I get the overall sense of the thing. The metaphors of escape (a boat) and idealism (a painting) are hard to miss. The despair and turmoil are felt. The costumes and sand/driftwood setting are clear. This is a show about a depressed and uncertain culture.

What it’s not is a show that follows carefully from idea to idea. There are only three people in it–a painter, a young boat-builder and a woman who’s a spectral prescence of old romance. The cast is fine, in that removed, tight-interaction-in-the-corners-of-the-stage way, all animated and pithy, with frenetic gestures from time to time. But their inward intensity doesn’t make Cry Old Kingdom any easier to follow.
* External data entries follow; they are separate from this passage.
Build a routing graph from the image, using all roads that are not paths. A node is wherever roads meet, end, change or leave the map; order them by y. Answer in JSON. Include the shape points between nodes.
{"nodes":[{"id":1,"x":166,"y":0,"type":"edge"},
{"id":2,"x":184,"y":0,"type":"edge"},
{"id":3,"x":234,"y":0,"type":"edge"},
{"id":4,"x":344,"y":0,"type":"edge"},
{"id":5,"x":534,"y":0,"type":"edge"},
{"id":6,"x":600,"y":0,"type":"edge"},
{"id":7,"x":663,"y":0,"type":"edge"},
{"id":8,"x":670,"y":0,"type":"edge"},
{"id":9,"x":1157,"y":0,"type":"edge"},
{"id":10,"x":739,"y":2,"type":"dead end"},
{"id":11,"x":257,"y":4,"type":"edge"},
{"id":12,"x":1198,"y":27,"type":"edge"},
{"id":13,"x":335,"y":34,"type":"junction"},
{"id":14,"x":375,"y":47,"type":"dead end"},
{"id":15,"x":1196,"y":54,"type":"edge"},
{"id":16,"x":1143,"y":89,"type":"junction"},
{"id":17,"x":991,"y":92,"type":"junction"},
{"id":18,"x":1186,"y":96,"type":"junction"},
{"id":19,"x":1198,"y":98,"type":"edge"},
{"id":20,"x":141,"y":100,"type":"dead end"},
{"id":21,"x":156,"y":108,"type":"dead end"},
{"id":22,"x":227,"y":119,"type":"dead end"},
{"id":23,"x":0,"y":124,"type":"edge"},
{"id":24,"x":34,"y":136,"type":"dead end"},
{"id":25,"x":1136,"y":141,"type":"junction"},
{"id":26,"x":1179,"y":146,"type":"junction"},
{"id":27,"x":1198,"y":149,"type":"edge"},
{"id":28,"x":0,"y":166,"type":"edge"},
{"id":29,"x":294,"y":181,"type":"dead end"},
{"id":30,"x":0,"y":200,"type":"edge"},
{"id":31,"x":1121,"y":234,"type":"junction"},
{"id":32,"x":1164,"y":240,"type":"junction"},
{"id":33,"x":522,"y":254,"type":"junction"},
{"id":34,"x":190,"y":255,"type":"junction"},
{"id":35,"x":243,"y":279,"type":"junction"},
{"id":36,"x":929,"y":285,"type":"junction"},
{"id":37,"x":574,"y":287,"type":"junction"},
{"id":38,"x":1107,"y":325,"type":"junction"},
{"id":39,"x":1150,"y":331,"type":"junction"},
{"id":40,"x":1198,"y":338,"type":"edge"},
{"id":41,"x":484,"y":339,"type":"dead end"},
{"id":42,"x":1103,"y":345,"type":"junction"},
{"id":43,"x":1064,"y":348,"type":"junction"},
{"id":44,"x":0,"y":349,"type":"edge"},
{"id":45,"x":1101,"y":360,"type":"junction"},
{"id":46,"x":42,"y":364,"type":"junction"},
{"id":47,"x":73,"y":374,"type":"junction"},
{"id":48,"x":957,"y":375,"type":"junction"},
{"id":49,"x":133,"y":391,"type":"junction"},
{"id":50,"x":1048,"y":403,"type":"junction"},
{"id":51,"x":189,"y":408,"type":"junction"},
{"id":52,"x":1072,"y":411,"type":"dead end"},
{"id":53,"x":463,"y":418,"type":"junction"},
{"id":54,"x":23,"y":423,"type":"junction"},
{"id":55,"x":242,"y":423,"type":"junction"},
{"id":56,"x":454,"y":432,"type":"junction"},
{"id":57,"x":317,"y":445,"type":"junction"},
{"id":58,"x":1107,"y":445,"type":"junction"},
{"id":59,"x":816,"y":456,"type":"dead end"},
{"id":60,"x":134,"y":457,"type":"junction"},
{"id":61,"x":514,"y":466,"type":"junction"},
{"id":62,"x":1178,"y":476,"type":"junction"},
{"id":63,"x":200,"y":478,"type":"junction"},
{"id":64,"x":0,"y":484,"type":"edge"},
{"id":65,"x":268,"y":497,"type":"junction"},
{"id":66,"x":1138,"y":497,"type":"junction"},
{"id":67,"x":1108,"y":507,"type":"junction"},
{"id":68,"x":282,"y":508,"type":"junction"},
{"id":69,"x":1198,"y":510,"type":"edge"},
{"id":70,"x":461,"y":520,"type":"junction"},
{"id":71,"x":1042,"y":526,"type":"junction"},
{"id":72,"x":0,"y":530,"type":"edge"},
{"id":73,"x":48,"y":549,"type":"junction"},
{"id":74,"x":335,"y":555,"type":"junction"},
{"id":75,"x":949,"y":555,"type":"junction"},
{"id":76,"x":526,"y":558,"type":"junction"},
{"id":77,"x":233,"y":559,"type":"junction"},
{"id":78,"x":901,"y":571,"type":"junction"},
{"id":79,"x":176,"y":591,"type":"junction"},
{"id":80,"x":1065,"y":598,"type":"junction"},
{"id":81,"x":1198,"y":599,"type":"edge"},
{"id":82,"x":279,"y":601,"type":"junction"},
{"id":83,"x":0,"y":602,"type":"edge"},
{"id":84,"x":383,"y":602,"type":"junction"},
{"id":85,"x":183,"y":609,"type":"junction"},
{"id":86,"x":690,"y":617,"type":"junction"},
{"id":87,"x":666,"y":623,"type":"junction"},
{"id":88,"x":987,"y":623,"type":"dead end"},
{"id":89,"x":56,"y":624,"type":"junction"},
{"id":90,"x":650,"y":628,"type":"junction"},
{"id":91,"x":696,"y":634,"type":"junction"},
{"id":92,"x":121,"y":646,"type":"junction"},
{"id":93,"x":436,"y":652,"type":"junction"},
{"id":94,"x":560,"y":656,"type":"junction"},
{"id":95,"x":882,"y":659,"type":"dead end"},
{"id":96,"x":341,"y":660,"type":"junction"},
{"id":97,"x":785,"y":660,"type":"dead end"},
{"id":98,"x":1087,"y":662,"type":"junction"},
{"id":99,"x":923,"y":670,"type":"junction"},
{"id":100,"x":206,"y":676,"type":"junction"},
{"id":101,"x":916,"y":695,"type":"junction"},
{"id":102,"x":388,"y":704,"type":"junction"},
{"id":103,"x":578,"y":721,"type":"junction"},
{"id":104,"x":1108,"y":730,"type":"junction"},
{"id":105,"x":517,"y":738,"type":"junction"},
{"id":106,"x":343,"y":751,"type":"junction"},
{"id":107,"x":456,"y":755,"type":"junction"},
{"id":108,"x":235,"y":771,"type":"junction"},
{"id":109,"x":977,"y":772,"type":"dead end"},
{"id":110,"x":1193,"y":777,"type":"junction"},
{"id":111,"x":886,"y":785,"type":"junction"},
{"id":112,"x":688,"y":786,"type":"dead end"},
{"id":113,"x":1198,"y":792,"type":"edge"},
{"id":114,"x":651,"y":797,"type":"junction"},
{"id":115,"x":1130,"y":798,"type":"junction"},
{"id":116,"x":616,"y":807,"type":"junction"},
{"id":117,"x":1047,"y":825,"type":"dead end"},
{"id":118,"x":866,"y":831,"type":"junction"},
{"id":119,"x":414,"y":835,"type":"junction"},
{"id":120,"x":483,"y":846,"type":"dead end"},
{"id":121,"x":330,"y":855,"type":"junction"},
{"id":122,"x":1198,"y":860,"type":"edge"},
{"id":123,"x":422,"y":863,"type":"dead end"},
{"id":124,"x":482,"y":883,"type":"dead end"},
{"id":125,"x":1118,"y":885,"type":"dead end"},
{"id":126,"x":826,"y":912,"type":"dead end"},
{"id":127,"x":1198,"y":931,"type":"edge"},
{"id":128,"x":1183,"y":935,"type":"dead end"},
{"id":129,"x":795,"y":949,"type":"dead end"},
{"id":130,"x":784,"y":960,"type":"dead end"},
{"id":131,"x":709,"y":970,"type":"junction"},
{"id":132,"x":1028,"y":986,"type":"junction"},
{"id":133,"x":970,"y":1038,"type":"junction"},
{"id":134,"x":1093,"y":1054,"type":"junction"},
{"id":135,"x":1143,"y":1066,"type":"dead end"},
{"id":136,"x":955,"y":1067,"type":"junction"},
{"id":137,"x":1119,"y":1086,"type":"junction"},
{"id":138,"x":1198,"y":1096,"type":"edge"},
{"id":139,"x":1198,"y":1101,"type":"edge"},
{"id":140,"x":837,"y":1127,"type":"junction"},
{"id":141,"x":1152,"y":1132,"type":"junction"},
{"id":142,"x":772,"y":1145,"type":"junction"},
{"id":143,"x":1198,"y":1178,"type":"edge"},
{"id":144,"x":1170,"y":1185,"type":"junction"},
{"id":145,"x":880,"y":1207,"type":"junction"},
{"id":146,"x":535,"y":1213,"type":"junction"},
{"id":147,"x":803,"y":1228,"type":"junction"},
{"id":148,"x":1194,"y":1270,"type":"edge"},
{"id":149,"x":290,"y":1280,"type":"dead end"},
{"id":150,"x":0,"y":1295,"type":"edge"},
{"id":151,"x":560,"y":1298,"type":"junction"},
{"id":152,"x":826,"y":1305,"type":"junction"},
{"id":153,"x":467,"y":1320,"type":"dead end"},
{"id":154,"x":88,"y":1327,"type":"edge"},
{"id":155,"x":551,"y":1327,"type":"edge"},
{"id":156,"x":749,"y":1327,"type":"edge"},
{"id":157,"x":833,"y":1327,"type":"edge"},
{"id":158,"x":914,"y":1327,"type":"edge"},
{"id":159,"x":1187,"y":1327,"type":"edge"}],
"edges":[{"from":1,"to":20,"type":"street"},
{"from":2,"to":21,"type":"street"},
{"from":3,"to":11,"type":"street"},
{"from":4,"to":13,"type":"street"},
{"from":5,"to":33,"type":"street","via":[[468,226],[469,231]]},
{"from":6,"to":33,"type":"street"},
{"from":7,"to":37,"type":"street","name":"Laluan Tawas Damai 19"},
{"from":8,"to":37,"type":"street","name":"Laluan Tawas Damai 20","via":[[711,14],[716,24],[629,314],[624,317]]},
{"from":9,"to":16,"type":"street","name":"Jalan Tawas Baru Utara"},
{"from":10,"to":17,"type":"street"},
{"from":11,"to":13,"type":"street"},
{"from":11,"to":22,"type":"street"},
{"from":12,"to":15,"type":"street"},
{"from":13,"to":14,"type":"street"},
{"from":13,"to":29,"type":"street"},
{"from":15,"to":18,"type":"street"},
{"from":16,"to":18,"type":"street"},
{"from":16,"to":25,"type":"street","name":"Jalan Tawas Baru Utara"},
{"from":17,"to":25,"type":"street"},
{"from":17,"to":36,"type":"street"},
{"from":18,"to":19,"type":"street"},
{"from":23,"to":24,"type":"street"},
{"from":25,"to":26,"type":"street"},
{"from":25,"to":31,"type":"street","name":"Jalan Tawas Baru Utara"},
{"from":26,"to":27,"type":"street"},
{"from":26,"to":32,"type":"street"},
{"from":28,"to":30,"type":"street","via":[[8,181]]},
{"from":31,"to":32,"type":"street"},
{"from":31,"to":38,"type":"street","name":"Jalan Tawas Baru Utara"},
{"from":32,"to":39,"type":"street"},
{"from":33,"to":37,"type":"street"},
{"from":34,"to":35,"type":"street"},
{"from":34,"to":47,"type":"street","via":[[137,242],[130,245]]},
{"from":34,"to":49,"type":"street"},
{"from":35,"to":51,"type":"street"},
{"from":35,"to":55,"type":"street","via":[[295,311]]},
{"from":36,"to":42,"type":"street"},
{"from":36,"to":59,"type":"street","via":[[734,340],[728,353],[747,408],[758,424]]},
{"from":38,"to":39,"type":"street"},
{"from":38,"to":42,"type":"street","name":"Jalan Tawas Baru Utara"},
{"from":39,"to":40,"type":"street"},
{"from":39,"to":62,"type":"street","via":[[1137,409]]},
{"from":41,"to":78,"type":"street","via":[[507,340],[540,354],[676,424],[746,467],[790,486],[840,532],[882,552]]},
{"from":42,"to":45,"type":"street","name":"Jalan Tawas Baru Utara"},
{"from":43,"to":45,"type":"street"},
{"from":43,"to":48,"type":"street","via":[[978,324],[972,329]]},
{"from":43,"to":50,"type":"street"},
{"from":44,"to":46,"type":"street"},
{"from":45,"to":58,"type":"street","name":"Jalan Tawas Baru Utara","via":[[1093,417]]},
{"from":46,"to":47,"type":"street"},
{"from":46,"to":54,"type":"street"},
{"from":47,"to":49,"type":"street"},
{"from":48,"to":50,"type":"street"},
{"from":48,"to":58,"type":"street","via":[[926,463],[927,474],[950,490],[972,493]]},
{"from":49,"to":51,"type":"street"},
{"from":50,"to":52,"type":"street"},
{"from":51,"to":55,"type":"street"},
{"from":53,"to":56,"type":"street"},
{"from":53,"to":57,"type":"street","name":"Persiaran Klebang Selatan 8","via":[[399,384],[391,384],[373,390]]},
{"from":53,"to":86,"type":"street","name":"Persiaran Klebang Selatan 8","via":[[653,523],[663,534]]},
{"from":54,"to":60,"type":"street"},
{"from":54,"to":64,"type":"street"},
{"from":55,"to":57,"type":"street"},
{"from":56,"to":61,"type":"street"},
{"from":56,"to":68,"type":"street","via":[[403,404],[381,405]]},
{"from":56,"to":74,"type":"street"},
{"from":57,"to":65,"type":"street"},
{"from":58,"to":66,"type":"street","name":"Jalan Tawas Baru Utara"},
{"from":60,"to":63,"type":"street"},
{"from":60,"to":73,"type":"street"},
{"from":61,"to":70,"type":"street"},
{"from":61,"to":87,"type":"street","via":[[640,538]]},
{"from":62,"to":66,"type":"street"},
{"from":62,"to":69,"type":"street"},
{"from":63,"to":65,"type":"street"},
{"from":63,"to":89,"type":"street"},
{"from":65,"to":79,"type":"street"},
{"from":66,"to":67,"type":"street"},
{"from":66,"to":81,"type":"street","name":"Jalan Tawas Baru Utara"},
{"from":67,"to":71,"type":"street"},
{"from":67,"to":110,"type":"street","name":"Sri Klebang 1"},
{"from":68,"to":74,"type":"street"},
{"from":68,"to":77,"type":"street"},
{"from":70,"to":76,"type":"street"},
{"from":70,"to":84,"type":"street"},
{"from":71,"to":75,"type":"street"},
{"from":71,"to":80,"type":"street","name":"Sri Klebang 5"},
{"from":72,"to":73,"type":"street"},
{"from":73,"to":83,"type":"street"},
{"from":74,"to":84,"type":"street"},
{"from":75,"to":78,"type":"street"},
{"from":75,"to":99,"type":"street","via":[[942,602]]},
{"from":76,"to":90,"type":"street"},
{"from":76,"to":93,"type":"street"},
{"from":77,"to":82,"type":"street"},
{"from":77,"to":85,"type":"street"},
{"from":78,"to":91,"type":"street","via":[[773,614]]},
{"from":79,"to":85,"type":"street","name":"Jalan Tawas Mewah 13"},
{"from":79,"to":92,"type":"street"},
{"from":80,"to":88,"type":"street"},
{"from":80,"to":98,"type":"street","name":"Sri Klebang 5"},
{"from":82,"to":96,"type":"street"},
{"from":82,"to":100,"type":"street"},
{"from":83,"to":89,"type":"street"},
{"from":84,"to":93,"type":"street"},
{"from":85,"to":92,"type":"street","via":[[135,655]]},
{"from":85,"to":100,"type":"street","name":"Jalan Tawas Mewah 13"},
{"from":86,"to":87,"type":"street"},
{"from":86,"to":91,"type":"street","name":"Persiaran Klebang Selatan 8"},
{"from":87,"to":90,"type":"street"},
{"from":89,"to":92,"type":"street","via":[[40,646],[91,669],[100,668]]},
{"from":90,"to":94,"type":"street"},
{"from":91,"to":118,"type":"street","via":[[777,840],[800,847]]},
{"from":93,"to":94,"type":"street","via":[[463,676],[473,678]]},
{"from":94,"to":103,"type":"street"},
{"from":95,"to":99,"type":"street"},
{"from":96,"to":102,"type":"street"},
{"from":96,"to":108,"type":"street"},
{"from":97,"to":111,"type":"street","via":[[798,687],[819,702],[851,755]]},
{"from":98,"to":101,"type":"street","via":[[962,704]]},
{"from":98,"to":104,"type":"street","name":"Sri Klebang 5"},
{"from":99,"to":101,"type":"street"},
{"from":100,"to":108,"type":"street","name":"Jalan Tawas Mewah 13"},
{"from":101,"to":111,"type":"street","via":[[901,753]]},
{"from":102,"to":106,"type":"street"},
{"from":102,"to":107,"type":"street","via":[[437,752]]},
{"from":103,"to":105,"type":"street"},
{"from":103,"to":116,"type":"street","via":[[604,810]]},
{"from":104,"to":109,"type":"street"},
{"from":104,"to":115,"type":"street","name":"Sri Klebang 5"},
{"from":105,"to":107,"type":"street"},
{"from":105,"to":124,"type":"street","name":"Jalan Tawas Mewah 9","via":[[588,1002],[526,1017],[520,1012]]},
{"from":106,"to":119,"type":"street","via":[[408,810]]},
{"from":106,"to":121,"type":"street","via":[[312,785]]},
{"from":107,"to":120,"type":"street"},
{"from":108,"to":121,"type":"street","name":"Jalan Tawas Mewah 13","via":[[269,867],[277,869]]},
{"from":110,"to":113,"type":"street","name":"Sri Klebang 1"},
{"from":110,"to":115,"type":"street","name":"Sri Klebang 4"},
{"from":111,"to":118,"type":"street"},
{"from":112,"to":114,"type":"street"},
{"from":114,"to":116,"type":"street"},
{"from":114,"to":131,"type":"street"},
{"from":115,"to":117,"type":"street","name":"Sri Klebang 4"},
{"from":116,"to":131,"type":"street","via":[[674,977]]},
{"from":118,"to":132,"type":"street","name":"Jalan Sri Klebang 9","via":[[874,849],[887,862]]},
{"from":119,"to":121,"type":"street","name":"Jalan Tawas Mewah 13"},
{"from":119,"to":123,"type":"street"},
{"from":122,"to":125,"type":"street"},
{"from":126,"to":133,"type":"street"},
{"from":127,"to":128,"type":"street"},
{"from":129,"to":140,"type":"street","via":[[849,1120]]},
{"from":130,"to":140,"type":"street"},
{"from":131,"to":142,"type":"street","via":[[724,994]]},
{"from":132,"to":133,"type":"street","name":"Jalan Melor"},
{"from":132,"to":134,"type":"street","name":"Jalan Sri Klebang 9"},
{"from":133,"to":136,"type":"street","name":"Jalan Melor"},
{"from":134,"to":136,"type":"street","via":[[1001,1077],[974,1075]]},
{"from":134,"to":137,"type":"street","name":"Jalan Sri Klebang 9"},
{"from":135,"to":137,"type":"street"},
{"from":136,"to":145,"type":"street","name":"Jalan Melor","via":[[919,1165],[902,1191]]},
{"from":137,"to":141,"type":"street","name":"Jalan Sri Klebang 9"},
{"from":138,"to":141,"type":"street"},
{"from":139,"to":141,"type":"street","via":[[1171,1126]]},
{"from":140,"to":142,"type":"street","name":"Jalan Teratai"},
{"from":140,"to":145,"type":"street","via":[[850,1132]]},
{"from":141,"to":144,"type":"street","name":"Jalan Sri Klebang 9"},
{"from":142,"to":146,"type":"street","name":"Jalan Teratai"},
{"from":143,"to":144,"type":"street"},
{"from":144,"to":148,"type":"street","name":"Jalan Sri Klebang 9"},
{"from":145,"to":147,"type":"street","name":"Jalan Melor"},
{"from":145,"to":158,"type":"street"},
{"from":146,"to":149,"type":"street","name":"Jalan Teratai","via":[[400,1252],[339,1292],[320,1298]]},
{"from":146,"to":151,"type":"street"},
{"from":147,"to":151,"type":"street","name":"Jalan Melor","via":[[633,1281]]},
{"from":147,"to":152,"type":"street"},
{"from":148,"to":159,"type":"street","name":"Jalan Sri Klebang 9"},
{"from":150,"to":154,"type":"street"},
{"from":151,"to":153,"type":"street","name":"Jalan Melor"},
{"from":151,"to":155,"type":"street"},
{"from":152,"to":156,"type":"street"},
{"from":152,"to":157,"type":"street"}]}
There’s plenty of stuff for the players to do: paint, eat, build a boat. But most of these activities are staged on the margins, or are done on a relatively small scale, considering the ultimate impact of these endeavors.

Cry Old Kingdom clearly has some big things to say about oppressive governments and the way the oppressed react and cope and yearn for freedom. But the play says these things in such a roundabout or incomprehensible manner that it keeps its audience out.